Scottish Conservatives have urged their counterparts across the EU to challenge the policy of minimum alcohol-pricing to establish whether it is compliant with EU laws on free trade.
The call comes despite the Scottish Conservatives backing the SNP Government's proposals, which could see a minimum 50p per unit price implemented north of the border.
The proposal is due to be put to a final vote on Thursday this week, and is widely tipped to become law.
The controversial proposal has gained cross-party support in recent months, with the Tories offering their support after securing a so-called 'sunset clause' allowing the law to be repealed after six years if it is deemed not to have succeeded.
Minimum pricing on alcohol is just one of a package of measures introduced in Scotland as part of the implementation of the Alcohol Act 2010.
The policy has been driven by research from the University of Sheffield which demonstrated that alcohol related deaths could fall by around 60 in the first year, and by 318 by year ten. The same research showed that the policy could have a significant impact on hospital admissions and on crime statistics.
The Scottish Conservatives are keen to point out that their call is in no way designed to derail the legislation.
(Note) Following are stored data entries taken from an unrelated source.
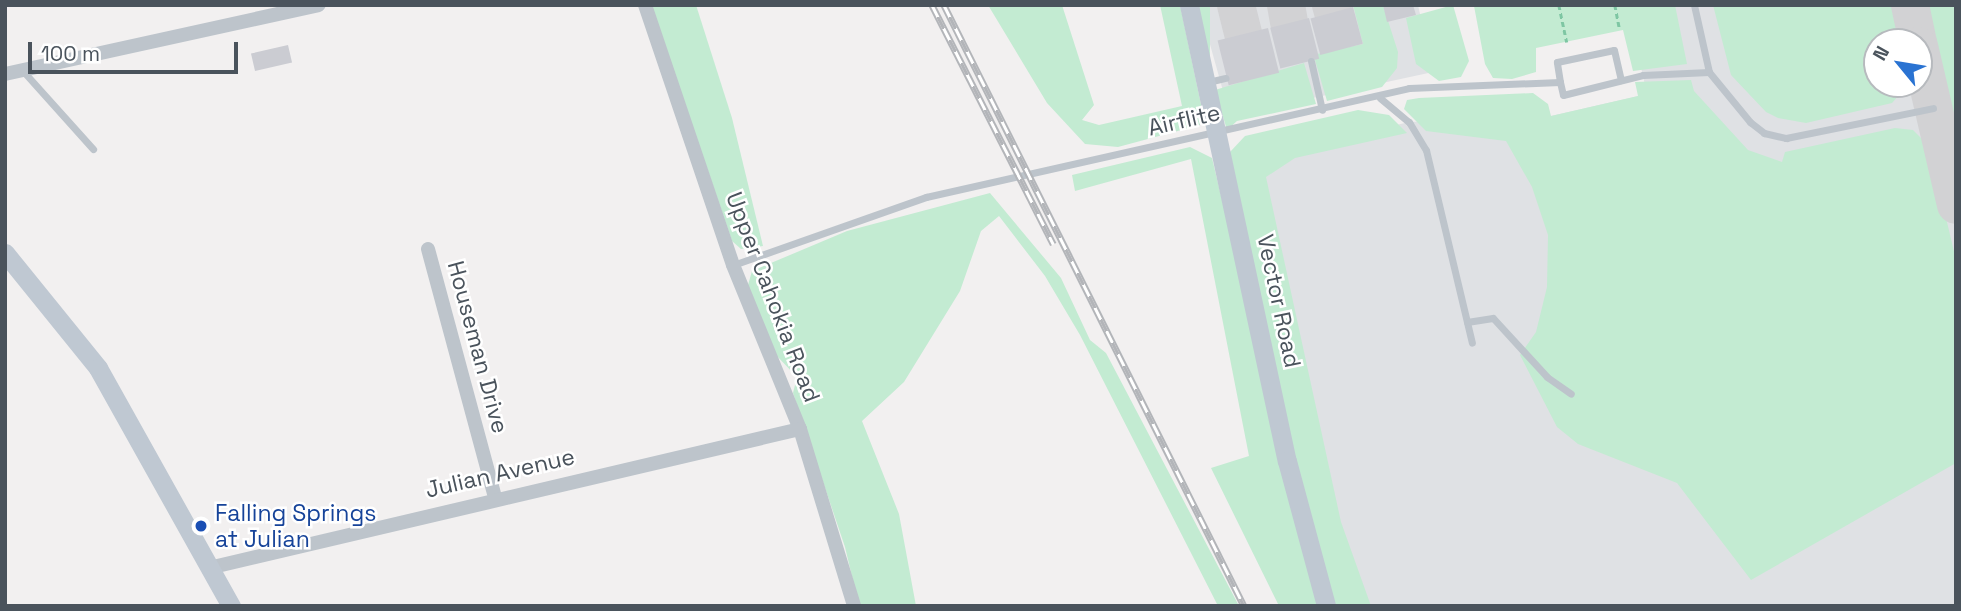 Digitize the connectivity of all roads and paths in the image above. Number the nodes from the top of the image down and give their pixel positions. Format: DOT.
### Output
graph roads {
  1 [pos="319,5"];
  2 [pos="645,5"];
  3 [pos="1189,5"];
  4 [pos="1559,5"];
  5 [pos="1615,5"];
  6 [pos="1694,5"];
  7 [pos="1620,30"];
  8 [pos="1567,42"];
  9 [pos="1311,61"];
  10 [pos="22,70"];
  11 [pos="1709,72"];
  12 [pos="5,74"];
  13 [pos="1620,80"];
  14 [pos="1560,82"];
  15 [pos="1380,98"];
  16 [pos="1933,108"];
  17 [pos="1322,110"];
  18 [pos="1220,132"];
  19 [pos="93,149"];
  20 [pos="428,249"];
  21 [pos="5,253"];
  22 [pos="733,265"];
  23 [pos="1467,323"];
  24 [pos="1472,343"];
  25 [pos="1571,394"];
  26 [pos="800,429"];
  27 [pos="495,497"];
  28 [pos="213,567"];
  29 [pos="231,606"];
  30 [pos="854,606"];
  31 [pos="1326,606"];
  1 -- 10 [label="street"];
  2 -- 22 [label="street, Upper Cahokia Road"];
  3 -- 18 [label="street, Vector Road"];
  4 -- 8 [label="path"];
  5 -- 7 [label="path"];
  6 -- 11 [label="lane"];
  9 -- 17 [label="lane"];
  10 -- 12 [label="street"];
  10 -- 19 [label="lane"];
  11 -- 13 [label="lane, Airflite"];
  11 -- 16 [label="lane"];
  13 -- 14 [label="lane, Airflite"];
  13 -- 14 [label="lane"];
  14 -- 15 [label="lane, Airflite"];
  15 -- 17 [label="lane, Airflite"];
  15 -- 23 [label="lane"];
  17 -- 18 [label="lane, Airflite"];
  18 -- 22 [label="lane, Airflite"];
  18 -- 31 [label="street, Vector Road"];
  20 -- 27 [label="street, Houseman Drive"];
  21 -- 28 [label="street"];
  22 -- 26 [label="street, Upper Cahokia Road"];
  23 -- 24 [label="lane"];
  23 -- 25 [label="lane"];
  26 -- 27 [label="street, Julian Avenue"];
  26 -- 30 [label="street, Upper Cahokia Road"];
  27 -- 28 [label="street, Julian Avenue"];
  28 -- 29 [label="street"];
} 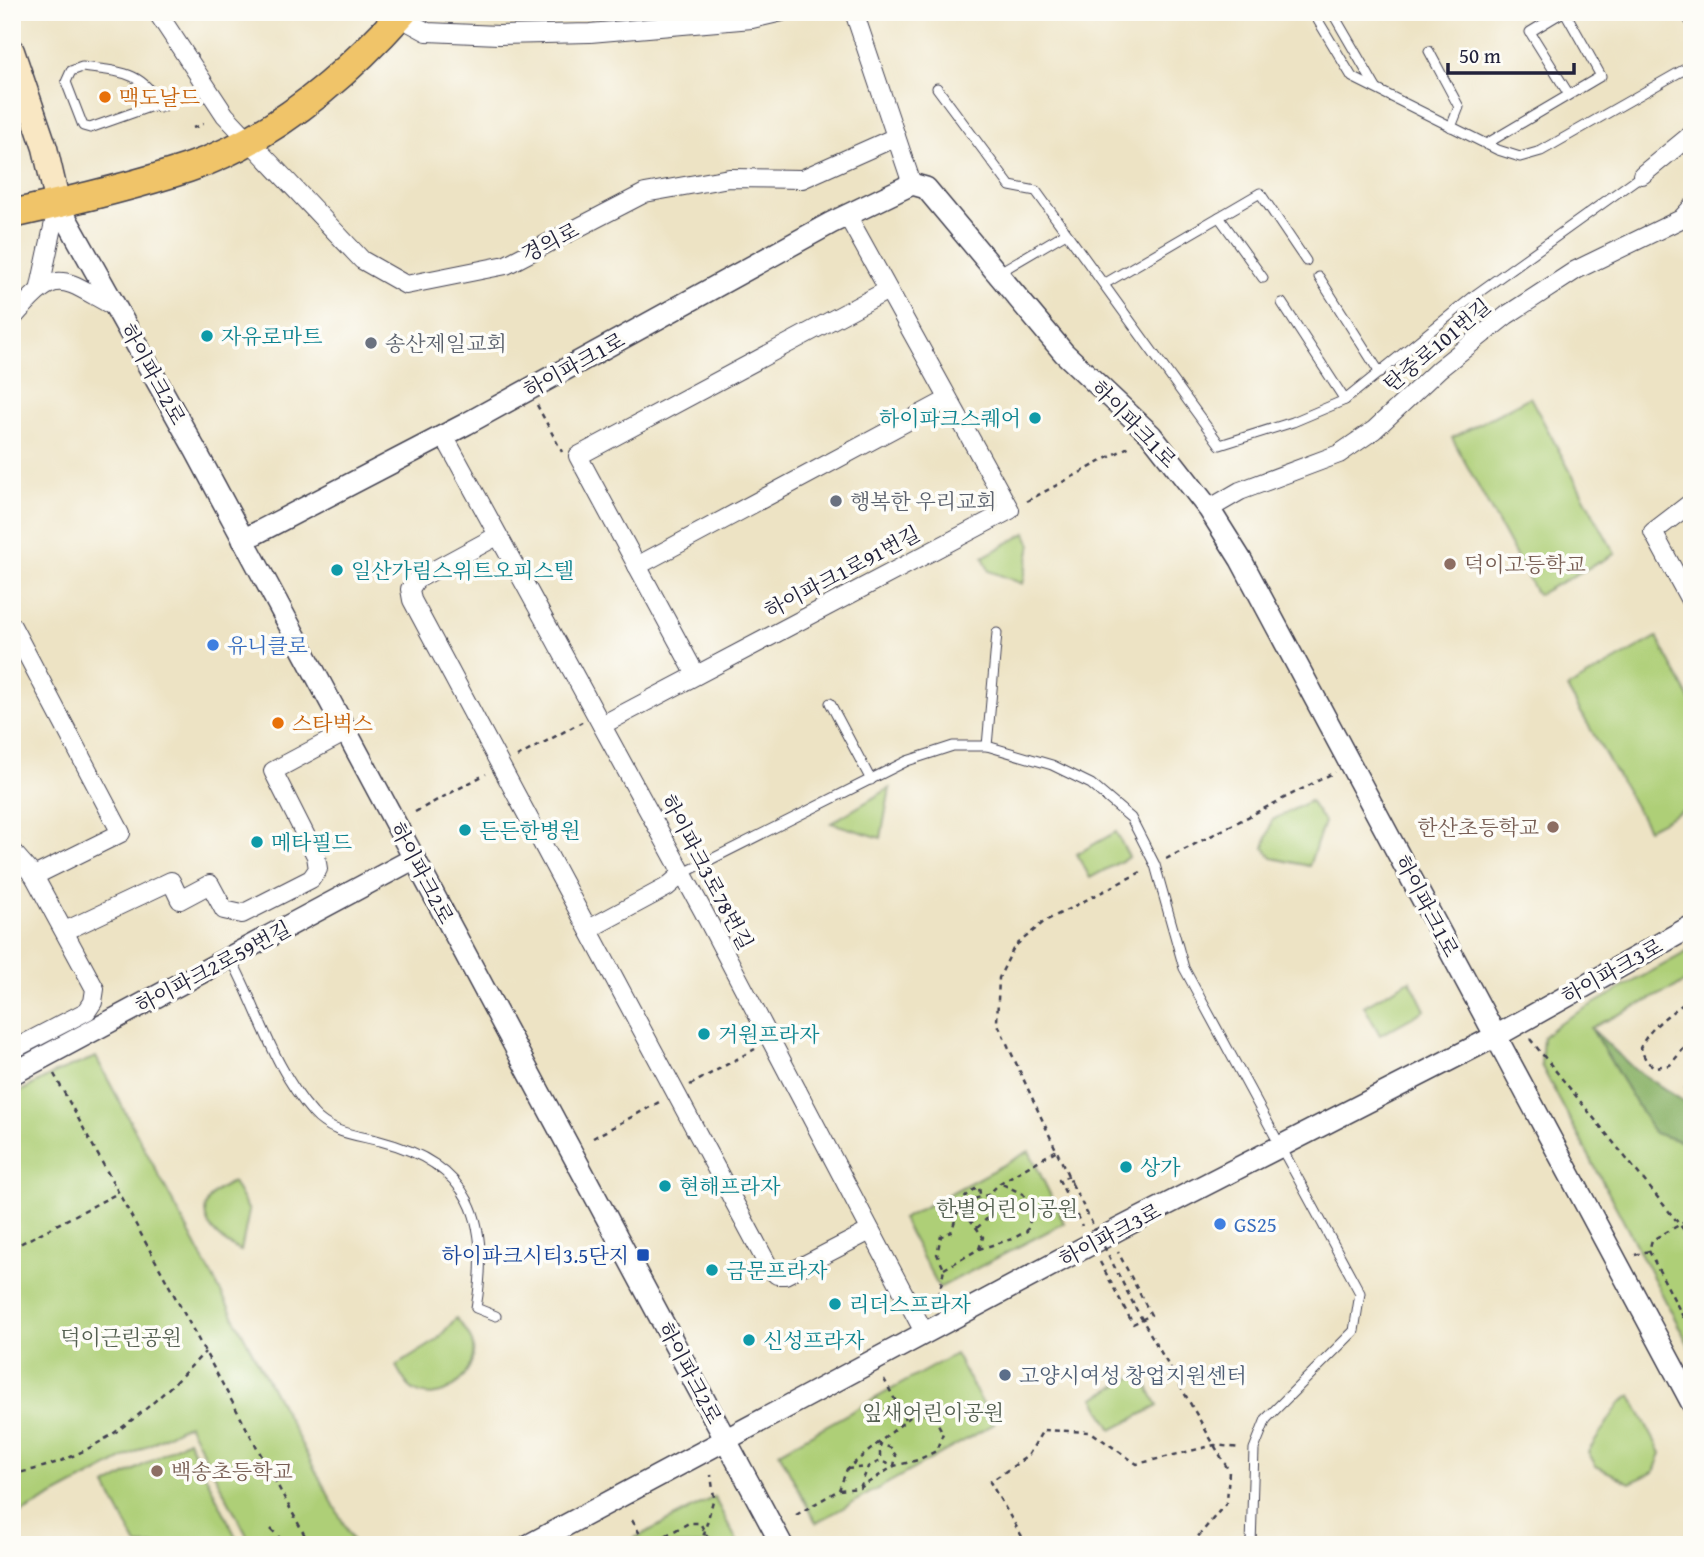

Jackson Carlaw is the Scottish Conservatives Health Spokesman.
"This is not an attempt to thwart the Bill but rather to ensure that every effort is made to determine whether the measure is legal," he said.
It is thought that the European Commission could rule that the law is in breach of free-trade legislation, but may only do so if a challenge is presented by another member state.
"It is vital that minimum pricing is given a robust MOT to ensure it does not break EU free-trade rules. So, to ensure that the EC expresses a view, Scottish Conservatives intend to meet and encourage concerned member states to mount a challenge so we can have clarification from Europe on the legality of a 50p unit price for alcohol," Mr Carlaw added.
UK Public Health Minister Anne Milton has previously expressed the view that the policy will be deemed illegal.
"Our advice is that, in itself, it is probably illegal as it contravenes European free-trade legislation. I know Scotland is thinking about introducing it, and they will be challenged, and that will clarify the law. But our advice is that it is illegal."